If your insurance was say $30000 then there is the potential you would lose 50% of any payout for any claim regardless of what was actually lost. With so any books it could be that they would be looked on as a collection. If not mentioned as such, your insurer they might take a dim view of not being told.
  • I've no idea where your 50% figure came from.
  • Contents insurance is usually part of house building insurance unless you are renting, people here renting usually don't bother. Building insurance is pretty much mandatory if you have a mortgage.
  • You decide what you are claiming for. The assessor decides the value, the company decides if it was covered. You aren't obliged to claim for anything other than building with mortgage.
  • Any single item only has to be notified if over a certain value (stated in advance and in schedule)
  • payout can be replacement cost OR resale value. VERY different. Depends on policy and what is agreed in advance. By default the value is often resale value at time of loss, unless different was agreed, thus if I had 4000 books, that might be $2,000 or $40,000. It would not be 50% of replacement value, it would be either full replacement cost or basic 50c a book garage sale value.
  • Personally I'd not put my annual premium up by looking for new book replacement value. The majority cost anywhere from zero to $2 in Charity or S/H shops or bulk in auctions. I'd be happy with the probably automatic $2,000 and books would be the least of my worries.
  • Laws and rules differ in different countries.
  • Normally only "valuable" books, records would be notified.
  • Typical Irish Insurance profiles (out of date I think) Outside Dublin it might be €200,000 house* and €40,000 contents in 2016. Very rare for renters to have other than car insurance (always separate).

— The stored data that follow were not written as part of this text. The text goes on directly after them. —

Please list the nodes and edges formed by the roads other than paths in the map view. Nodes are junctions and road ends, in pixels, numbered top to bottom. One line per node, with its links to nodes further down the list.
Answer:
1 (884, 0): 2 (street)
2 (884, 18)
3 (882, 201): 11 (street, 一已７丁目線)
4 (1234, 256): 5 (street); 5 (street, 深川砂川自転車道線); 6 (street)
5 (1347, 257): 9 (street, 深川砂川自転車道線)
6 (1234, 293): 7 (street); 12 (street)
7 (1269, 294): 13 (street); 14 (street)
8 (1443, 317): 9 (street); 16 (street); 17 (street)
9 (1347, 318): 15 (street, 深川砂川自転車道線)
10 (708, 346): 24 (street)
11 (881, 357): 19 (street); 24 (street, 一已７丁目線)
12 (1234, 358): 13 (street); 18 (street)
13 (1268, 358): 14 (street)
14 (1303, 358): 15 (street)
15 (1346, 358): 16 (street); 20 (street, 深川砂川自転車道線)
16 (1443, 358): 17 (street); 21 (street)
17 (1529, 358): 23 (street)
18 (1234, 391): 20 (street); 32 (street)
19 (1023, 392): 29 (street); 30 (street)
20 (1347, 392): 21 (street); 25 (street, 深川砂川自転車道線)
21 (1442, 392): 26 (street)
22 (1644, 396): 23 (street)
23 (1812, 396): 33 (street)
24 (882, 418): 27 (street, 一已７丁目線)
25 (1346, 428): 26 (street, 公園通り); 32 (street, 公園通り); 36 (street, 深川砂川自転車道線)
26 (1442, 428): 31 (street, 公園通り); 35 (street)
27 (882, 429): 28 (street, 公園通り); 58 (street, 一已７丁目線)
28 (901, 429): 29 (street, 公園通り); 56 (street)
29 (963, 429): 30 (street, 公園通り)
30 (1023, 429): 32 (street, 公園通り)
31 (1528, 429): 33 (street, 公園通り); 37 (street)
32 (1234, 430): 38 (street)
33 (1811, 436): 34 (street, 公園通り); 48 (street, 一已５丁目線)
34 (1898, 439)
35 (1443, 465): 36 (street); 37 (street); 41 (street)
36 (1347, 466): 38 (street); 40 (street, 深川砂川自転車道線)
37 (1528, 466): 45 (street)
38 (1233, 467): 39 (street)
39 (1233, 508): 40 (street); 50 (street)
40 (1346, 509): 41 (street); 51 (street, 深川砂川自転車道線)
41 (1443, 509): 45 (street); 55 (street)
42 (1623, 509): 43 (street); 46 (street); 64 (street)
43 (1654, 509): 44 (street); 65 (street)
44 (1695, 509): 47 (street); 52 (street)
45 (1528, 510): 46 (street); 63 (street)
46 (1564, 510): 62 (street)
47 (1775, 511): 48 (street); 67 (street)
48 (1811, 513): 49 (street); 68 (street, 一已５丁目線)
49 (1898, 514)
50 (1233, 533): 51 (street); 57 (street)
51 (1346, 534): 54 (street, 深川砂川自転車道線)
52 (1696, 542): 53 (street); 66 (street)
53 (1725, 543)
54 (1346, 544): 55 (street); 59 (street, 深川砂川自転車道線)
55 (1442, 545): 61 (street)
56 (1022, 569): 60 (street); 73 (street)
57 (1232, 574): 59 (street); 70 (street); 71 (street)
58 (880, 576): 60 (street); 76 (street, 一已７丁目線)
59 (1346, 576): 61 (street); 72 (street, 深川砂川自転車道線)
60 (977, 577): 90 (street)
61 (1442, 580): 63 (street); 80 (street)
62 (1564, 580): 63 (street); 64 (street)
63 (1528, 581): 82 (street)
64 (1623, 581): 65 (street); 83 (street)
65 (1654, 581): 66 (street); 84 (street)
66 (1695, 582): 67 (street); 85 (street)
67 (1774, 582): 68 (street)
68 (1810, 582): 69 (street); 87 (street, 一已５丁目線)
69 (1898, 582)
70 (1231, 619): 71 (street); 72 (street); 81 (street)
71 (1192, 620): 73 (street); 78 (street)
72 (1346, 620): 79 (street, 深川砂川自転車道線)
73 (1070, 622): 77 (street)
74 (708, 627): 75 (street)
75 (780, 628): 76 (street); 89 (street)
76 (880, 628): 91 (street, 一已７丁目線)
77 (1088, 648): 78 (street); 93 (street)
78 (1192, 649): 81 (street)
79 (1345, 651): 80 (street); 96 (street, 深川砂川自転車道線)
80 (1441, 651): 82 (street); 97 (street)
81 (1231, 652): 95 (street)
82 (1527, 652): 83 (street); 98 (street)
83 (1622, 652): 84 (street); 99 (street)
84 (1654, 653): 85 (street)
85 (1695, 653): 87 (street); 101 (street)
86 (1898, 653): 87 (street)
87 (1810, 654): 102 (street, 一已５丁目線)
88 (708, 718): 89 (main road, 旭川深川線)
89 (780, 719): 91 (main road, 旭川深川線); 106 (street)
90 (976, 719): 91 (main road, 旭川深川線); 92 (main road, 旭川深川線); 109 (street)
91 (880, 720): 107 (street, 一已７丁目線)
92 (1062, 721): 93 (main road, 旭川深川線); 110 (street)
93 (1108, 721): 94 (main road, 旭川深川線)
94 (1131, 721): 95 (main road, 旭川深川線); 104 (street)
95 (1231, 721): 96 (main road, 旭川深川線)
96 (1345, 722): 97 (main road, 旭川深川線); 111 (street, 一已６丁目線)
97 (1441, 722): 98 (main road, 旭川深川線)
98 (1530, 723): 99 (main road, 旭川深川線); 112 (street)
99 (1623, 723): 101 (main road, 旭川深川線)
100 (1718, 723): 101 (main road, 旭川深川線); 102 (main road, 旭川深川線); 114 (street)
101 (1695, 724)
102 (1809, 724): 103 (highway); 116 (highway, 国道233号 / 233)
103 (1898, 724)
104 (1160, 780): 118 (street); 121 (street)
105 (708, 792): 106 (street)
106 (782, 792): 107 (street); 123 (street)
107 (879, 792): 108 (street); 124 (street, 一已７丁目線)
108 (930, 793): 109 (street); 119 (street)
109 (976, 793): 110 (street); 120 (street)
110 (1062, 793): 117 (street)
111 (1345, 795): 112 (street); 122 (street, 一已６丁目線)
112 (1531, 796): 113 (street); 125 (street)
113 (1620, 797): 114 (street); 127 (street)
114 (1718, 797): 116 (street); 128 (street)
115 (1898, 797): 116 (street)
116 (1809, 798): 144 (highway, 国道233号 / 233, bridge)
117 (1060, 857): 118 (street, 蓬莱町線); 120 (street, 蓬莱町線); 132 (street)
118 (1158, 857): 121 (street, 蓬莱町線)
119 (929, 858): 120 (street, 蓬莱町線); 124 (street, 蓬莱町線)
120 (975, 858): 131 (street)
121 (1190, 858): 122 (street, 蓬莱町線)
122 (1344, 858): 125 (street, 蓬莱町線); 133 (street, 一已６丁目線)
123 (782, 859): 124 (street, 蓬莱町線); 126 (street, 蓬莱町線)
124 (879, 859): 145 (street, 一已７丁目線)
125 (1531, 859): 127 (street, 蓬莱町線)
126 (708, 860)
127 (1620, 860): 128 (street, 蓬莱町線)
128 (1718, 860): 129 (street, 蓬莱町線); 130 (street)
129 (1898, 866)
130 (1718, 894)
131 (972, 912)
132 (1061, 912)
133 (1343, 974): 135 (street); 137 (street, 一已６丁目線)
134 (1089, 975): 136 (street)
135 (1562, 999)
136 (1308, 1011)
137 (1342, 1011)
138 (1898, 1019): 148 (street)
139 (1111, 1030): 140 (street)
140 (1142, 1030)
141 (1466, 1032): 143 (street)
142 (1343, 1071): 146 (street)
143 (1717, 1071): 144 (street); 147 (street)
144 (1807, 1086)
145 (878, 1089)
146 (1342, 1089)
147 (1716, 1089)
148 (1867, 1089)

[* note much less than buying a house generally, as virtually every property here is freehold, even in UK, the land lease would still exist. A significant part of cost is the site/land. Rebuilding on a site you own (or in UK have long term lease, maybe 900 years) can save €20,000 to €250,000 depending on location]
 
Several thousand. Problem is lack of space, so my bookshelves are all stacked 2 deep and there are boxes and boxes of books in the attic not opened for the best part of a decade. I need to move to a bigger house before I think about trying to count.
 
[QUOTE="Ray McCarthy, post: 2030065, member: 36855

][/QUOTE]
Ray: very different in the UK (although a lot of pdople don't realise it till they claim). Especially with contents insurance. Most people believe lthat if they've insured there whole house contents for £10000 and they have a fire that destroys everything that the insurance will fork out the full £10000. This isn't the case. The assessor assesses the full contents value say £20000. Most people forget the carpets the curtains the stuff in the loft the clothes in th0e wardrobe etc. But contents means contents. You can't pick and cHoose which are insured today and which you don't care about tomorrow. Afterall if the fire only damqaged the carpets you would expect the carpets to be replaced. So in the UK if you only insured your contents for half their value you would only get half of the value of everything that was lost. So if your new carpet cost £1000 then you would only get £500 from the insurance.For building insurance the situation can be worse. In the UK most of the value of most houses is the land it's built on. So you could just look at the rebuild cost. However you al so need to include legal fees architects fees planning fees and accommodation costs for the period of the rebuild. The insurance companies are not idiots and any chance not to pay out is taken. They will assess these figures and reduce the amount proportionally for any percentage that they deem you have under insured your property. I had a recent break-in and the first thing the assessor did was calculate the rebuild cost against my sum insured. Fortunately the £1M cover was sufficient so no reduction factor was needed. I would check any fine print because in my experience insurance companies are loathe to pay for anything if they can see a way not to.
 
To American readers: my son's experience with Progressive was a bad one. Would not recommend this company, based on that experience.